== TASK DATA

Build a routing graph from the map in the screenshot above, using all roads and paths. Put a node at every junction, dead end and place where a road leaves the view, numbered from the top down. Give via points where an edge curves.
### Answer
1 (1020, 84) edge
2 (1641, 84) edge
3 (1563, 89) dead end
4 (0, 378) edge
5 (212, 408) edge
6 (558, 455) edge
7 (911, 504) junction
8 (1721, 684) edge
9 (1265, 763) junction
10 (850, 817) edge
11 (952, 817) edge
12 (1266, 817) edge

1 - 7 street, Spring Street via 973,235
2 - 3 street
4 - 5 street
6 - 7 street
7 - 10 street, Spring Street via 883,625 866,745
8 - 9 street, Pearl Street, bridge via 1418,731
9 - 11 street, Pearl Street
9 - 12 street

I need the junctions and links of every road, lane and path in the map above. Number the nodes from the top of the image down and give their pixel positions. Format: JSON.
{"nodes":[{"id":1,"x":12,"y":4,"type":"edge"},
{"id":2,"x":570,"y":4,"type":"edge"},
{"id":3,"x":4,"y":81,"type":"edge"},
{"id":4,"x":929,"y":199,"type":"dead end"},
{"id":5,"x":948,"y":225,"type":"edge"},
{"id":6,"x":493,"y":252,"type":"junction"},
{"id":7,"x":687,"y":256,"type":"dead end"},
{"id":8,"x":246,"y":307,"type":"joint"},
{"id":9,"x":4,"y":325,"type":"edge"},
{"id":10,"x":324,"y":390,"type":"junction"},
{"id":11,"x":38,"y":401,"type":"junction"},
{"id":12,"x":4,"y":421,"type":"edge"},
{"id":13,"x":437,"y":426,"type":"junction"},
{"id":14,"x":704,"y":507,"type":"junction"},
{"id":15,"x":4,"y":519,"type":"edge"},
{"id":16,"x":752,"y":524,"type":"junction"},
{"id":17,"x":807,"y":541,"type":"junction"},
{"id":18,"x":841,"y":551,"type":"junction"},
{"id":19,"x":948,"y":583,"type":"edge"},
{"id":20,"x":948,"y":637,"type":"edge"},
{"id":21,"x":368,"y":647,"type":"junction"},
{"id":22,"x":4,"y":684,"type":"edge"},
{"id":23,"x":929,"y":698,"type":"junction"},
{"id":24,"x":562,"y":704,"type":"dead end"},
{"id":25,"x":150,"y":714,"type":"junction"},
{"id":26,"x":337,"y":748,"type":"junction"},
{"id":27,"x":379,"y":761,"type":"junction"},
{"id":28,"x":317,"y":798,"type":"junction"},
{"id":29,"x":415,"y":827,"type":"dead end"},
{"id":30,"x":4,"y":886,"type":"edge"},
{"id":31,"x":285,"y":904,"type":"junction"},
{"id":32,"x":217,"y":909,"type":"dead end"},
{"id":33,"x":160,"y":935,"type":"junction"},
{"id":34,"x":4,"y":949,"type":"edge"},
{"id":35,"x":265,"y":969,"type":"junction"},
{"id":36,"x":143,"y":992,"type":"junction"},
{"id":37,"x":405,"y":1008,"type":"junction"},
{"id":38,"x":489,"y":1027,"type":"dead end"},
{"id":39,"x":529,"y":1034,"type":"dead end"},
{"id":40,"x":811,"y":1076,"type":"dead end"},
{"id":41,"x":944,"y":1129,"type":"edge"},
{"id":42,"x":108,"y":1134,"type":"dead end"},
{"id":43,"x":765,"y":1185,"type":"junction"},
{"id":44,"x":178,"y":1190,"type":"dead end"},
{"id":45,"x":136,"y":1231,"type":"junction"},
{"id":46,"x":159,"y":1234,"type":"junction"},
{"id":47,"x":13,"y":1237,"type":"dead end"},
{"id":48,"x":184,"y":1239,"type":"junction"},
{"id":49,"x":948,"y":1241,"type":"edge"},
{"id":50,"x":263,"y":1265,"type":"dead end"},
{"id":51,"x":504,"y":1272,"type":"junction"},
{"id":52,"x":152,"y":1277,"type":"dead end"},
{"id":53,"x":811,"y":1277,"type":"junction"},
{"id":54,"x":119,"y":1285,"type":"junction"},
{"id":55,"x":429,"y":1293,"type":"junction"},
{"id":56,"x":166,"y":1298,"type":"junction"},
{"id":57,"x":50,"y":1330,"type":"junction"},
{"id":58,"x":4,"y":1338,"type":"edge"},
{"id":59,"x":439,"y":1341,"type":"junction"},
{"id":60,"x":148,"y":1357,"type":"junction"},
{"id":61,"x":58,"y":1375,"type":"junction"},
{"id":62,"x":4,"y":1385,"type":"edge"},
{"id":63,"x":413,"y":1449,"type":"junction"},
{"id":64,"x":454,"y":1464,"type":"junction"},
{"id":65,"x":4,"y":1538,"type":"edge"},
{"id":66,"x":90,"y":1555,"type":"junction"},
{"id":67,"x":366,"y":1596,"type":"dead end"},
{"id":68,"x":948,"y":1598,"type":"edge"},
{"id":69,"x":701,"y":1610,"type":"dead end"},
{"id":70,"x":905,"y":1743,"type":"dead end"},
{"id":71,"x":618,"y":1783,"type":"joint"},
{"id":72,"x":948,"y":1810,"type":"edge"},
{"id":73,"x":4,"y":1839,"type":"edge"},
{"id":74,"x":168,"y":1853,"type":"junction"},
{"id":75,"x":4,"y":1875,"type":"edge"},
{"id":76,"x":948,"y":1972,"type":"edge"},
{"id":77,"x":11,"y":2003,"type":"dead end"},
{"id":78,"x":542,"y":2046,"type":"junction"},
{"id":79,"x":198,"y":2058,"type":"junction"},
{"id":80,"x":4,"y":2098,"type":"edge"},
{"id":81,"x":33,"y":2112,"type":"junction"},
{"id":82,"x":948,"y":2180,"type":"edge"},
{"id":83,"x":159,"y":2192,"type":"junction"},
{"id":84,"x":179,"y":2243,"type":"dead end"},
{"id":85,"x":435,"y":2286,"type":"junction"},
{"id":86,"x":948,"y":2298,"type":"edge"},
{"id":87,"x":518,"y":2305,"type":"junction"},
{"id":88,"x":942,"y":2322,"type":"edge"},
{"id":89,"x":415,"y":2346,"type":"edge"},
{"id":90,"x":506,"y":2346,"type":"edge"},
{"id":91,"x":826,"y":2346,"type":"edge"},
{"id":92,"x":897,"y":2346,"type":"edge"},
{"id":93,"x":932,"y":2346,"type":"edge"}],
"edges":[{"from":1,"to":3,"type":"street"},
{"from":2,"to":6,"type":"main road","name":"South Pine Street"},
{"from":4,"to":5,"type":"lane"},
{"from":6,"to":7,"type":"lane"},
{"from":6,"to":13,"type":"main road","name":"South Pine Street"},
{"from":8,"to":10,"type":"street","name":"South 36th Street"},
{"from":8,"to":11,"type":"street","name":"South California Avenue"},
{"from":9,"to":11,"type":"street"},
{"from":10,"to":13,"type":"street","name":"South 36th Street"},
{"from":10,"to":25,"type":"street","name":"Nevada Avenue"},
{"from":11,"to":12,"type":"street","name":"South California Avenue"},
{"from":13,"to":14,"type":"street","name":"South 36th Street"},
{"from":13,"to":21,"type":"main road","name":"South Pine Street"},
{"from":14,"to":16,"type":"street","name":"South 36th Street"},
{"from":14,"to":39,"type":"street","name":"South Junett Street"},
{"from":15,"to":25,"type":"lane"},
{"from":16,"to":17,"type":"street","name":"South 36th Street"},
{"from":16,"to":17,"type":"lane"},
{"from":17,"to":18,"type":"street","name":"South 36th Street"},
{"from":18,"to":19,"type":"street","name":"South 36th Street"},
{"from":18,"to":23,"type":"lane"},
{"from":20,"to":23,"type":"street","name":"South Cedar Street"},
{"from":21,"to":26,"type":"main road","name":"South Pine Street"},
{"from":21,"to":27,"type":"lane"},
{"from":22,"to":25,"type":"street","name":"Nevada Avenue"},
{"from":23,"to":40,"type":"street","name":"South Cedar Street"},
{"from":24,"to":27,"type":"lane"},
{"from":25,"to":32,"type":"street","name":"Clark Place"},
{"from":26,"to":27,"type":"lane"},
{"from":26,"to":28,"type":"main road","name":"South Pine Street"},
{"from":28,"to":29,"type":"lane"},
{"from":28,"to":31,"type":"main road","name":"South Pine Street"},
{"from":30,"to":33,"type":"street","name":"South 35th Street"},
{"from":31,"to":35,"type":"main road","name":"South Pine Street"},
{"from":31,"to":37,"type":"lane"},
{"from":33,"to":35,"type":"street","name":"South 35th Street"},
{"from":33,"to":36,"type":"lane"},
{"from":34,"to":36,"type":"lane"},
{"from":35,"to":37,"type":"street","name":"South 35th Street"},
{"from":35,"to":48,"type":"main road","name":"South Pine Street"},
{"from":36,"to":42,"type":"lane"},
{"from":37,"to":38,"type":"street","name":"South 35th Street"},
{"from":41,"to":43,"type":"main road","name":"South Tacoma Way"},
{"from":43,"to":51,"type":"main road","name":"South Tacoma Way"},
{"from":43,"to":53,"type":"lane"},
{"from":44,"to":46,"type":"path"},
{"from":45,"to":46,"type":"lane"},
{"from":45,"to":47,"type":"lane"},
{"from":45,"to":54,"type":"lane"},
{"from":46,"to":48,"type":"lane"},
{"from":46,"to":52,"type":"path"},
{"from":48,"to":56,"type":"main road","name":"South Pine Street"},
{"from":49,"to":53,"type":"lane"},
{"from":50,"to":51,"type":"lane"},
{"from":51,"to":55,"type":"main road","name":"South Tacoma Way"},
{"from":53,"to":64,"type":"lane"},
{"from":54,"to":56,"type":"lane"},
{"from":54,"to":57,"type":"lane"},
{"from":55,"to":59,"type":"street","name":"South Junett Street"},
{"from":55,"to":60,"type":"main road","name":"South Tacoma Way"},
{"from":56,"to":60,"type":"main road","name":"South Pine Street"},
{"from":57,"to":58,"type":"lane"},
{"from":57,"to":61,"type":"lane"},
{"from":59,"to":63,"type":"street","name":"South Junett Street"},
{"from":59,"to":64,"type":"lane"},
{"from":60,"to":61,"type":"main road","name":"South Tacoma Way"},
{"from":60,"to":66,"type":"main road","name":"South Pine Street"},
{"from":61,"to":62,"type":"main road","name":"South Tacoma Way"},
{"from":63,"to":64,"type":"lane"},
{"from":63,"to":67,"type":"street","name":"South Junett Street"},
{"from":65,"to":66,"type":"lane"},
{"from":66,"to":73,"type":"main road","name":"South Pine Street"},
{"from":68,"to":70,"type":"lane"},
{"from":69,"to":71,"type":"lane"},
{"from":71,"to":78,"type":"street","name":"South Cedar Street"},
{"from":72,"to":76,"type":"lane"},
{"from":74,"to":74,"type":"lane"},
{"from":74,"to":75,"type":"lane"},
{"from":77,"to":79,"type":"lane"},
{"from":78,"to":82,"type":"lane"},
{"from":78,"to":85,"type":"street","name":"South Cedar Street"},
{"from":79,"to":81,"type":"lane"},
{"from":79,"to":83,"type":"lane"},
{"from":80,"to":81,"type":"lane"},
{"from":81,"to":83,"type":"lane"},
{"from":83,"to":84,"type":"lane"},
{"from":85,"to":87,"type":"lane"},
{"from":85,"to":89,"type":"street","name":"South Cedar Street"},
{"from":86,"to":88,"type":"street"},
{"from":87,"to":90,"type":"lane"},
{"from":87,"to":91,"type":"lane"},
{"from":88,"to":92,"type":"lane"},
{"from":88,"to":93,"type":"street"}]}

====

**EXERCISE INSTRUCTIONS:**
All lines of the listing that contain the word "above" should be copied out.

**WRITTEN SOLUTION:**
Build a routing graph from the map in the screenshot above, using all roads and paths. Put a node at every junction, dead end and place where a road leaves the view, numbered from the top down. Give via points where an edge curves.
I need the junctions and links of every road, lane and path in the map above. Number the nodes from the top of the image down and give their pixel positions. Format: JSON.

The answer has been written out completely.